Despite the general quality of the papers, and the range of material they have thrown up, there are still considerable qualms. Nevil Gibson, in "Labour's Post-Socialist Phase" notes' There is very little Marxist writing on New Zealand that could stand up to much examination despite a history rich in radicalism." I would suggest that, in terms of Marxist theory the same could be said of these contributions.

The theoretical issues posed here have been extensively discussed in the debate between Nicos Poulantzas and Ralph Miliband (for which the best summary is Ernests Lacian in 'Economy and Society' Vol 4 No 1 1975). I will not go much into them here, beyond emphasising the distinction between approaching bourgeois theory on its own terms, rather than in a separate Marxist problematic.

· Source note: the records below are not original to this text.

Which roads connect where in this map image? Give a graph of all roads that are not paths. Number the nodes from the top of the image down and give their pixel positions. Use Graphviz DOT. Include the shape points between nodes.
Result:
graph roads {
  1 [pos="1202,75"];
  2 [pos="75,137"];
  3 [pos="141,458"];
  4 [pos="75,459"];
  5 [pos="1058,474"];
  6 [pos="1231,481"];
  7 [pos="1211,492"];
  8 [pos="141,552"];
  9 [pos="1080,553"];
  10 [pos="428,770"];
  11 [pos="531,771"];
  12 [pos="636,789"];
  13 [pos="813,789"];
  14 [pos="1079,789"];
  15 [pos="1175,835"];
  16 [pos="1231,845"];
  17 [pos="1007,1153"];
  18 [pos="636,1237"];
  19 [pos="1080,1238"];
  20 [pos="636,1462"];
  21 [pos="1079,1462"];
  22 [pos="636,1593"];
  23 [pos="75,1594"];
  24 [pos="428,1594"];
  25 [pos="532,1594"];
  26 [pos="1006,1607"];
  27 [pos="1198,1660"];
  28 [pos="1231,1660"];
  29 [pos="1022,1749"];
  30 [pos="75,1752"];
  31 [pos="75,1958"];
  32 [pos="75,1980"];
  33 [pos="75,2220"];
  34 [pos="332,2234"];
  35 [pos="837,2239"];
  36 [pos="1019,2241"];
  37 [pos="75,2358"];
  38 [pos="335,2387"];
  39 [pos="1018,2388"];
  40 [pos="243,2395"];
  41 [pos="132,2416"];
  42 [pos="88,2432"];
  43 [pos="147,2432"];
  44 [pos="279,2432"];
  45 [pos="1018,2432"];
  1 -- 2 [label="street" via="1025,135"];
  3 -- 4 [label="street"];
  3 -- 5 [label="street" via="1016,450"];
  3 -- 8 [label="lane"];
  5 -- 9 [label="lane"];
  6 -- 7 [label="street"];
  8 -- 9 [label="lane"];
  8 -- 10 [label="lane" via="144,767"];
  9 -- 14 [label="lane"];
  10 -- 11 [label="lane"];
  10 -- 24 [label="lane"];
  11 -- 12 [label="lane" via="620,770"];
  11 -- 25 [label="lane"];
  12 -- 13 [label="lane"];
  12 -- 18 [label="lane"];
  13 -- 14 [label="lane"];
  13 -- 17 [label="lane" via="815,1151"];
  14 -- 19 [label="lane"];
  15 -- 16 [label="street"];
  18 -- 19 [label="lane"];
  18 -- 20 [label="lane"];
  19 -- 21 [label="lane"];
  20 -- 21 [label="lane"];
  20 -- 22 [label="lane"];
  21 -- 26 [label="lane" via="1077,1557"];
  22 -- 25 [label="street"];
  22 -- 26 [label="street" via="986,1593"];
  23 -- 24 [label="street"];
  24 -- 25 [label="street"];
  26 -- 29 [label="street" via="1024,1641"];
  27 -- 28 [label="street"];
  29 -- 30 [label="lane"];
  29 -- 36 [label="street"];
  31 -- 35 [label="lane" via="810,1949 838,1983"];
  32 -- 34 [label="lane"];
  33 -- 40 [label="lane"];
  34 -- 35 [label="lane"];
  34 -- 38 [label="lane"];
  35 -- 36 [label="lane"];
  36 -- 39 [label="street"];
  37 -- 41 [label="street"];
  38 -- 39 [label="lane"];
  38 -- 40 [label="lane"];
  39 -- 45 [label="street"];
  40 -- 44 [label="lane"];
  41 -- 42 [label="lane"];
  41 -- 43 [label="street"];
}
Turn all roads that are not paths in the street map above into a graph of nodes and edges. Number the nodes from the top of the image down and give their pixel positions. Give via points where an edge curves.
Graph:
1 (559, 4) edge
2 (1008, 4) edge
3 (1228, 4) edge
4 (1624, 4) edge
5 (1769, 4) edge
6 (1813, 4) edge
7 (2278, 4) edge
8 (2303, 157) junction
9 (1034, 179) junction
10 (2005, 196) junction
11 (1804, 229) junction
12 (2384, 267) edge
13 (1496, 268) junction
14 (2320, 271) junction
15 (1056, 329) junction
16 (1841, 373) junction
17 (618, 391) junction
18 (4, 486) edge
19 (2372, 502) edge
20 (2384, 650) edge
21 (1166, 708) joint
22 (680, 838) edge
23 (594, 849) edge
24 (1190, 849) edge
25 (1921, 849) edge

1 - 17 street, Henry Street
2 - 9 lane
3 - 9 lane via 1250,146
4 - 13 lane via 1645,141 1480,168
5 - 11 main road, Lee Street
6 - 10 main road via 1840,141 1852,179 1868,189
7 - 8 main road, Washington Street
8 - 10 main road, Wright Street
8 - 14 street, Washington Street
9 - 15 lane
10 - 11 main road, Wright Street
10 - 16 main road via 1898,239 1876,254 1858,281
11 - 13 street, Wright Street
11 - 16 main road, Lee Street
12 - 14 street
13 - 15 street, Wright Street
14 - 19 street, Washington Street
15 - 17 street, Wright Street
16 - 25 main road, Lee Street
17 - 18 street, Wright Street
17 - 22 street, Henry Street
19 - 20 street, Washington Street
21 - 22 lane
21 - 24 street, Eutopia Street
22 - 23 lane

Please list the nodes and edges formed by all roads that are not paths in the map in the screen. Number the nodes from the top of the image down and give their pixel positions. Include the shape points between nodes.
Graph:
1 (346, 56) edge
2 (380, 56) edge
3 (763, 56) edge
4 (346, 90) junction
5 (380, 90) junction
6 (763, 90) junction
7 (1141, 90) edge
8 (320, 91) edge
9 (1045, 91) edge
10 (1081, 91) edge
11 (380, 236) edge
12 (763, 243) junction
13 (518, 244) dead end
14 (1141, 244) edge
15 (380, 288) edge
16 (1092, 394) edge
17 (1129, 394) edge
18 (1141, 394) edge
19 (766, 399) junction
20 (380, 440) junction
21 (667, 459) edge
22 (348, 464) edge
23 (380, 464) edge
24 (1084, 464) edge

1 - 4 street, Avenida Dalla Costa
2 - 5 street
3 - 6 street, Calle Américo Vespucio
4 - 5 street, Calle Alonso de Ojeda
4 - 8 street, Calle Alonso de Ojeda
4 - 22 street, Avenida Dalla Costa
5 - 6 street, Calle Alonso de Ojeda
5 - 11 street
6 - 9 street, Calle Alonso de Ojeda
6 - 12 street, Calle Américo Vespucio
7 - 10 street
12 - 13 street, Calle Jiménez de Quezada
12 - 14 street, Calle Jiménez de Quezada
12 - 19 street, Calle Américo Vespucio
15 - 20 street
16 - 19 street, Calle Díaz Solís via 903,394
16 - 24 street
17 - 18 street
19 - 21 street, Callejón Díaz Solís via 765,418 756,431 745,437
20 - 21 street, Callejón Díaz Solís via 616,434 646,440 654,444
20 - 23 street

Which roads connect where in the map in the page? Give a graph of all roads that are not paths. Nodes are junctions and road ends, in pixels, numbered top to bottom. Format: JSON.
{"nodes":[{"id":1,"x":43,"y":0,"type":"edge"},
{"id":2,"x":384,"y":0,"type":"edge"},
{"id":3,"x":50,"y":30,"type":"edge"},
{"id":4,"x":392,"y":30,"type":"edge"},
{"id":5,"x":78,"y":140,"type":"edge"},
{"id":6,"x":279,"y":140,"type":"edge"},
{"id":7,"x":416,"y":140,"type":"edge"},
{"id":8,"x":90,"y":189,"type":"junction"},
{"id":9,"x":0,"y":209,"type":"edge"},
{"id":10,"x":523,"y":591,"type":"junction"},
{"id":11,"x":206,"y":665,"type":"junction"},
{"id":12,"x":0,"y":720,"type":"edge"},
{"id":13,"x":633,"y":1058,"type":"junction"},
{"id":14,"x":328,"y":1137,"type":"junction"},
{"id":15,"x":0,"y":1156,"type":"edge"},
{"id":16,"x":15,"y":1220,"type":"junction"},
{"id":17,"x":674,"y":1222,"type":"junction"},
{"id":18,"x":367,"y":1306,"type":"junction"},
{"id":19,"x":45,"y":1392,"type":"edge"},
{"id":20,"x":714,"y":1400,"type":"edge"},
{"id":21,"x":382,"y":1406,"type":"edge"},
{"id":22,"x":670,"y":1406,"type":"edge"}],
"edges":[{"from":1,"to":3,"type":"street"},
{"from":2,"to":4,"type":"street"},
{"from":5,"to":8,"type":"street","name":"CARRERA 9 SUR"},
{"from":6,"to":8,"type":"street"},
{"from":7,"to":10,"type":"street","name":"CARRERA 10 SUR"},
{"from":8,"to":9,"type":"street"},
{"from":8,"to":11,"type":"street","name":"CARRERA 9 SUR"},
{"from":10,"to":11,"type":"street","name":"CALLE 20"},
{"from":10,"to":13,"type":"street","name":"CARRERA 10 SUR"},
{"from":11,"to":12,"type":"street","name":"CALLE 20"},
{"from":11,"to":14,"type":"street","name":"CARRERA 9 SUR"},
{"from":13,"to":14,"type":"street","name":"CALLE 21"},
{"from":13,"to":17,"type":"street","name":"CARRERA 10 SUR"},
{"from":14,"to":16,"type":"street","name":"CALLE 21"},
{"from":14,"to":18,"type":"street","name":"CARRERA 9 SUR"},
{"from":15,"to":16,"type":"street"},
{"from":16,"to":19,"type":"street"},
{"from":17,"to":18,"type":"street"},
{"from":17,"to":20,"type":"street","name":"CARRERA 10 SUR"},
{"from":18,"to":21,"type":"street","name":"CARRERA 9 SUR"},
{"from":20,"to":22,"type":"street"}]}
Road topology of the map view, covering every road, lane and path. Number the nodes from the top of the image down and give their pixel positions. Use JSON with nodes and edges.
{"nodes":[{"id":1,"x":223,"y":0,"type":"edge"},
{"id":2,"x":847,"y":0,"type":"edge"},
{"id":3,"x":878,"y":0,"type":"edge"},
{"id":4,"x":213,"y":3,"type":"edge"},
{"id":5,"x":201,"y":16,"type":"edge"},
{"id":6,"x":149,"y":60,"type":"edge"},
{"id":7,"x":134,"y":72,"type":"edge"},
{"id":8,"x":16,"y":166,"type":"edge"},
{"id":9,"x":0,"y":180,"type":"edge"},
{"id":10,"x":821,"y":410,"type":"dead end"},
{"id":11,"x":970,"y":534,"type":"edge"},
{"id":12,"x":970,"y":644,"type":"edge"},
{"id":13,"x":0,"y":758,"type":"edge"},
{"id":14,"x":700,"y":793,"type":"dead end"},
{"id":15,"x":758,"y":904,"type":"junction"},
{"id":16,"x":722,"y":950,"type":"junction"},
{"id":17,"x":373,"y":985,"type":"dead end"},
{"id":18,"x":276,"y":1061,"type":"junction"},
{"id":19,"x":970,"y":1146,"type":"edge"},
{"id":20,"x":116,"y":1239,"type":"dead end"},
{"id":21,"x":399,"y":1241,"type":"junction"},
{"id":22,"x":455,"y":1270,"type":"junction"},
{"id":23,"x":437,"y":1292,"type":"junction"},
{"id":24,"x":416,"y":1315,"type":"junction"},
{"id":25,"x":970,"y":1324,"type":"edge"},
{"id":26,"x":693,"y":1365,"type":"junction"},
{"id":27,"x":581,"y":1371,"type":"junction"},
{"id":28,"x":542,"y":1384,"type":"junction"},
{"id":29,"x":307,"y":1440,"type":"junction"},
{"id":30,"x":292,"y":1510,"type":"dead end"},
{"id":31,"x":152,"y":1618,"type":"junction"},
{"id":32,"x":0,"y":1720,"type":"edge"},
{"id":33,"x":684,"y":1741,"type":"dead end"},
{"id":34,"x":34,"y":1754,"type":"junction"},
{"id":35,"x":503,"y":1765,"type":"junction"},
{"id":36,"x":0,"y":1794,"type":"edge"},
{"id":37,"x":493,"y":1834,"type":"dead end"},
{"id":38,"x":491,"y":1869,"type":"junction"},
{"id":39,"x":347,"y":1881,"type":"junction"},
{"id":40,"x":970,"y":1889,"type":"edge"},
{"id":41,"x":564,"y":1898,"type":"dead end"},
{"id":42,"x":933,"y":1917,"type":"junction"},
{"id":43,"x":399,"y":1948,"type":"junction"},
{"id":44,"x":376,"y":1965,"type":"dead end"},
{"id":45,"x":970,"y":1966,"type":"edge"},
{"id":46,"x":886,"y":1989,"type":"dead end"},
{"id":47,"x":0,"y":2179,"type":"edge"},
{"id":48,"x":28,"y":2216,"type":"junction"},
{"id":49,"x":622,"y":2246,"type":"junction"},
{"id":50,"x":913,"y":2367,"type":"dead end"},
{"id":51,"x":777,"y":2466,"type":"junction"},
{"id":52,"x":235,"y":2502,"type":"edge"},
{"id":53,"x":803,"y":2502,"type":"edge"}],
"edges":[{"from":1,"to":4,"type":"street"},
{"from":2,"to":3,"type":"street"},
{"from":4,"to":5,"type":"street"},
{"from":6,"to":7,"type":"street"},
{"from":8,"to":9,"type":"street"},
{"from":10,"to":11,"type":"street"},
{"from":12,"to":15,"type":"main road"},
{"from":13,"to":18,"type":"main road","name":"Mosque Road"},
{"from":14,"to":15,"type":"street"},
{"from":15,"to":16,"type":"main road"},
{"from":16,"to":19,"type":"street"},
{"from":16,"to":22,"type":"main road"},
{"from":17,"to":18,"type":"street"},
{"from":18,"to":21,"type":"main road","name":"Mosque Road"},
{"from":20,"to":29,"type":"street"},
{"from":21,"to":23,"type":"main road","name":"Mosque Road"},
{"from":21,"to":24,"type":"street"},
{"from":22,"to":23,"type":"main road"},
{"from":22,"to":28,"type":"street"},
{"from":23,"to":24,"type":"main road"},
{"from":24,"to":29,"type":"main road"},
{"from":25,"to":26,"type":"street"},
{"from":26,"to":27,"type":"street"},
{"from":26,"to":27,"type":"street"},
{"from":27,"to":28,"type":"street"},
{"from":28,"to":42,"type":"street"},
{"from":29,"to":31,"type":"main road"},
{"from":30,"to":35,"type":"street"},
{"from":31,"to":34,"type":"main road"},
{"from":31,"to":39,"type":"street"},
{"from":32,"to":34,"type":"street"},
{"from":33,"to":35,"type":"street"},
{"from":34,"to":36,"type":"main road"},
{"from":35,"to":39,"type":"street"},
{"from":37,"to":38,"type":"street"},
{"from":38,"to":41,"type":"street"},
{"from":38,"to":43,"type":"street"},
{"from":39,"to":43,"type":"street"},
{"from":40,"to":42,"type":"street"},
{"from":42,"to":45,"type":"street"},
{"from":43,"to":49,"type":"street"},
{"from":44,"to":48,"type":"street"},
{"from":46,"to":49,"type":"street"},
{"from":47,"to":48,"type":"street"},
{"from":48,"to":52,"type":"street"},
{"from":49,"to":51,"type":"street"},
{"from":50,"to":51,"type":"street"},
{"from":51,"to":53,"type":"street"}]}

To illustrate, Ken Stanton describes, with statistics, the process of concentration in New Zealand. Concentration (like the statistics) is used very much in a descriptive way - there is no attempt to realise the differences in the Marxist definition of concentration. Further, David Bedggood's article on the Welfare State outlines four tests for 'welfarism' theory. When these all turn up failures, the Marxist theory is looked to as a "solution".

The alternative, although it is very abstract from, can be seen in Michael Dunn's outline of the "National Question" The more rigorous definition developed there - of seperate modes of production and dominant class - suggest a Marxist problematic requires a different form of analysis.

The need for a correct theory is a vital one. As Lenin (who is cited) wrote: "Theory without practice is sterile. Practice without theory is blind". Most of the articles here are important in developing a critique of accepted theories, but on their own terms Thus bourgeois history is modified by the inclusion of aspects of class conflict (or the "secret history of World War Two"), but it is still bourgeois history - the underlying assumptions and implicit understandings have not been challenged.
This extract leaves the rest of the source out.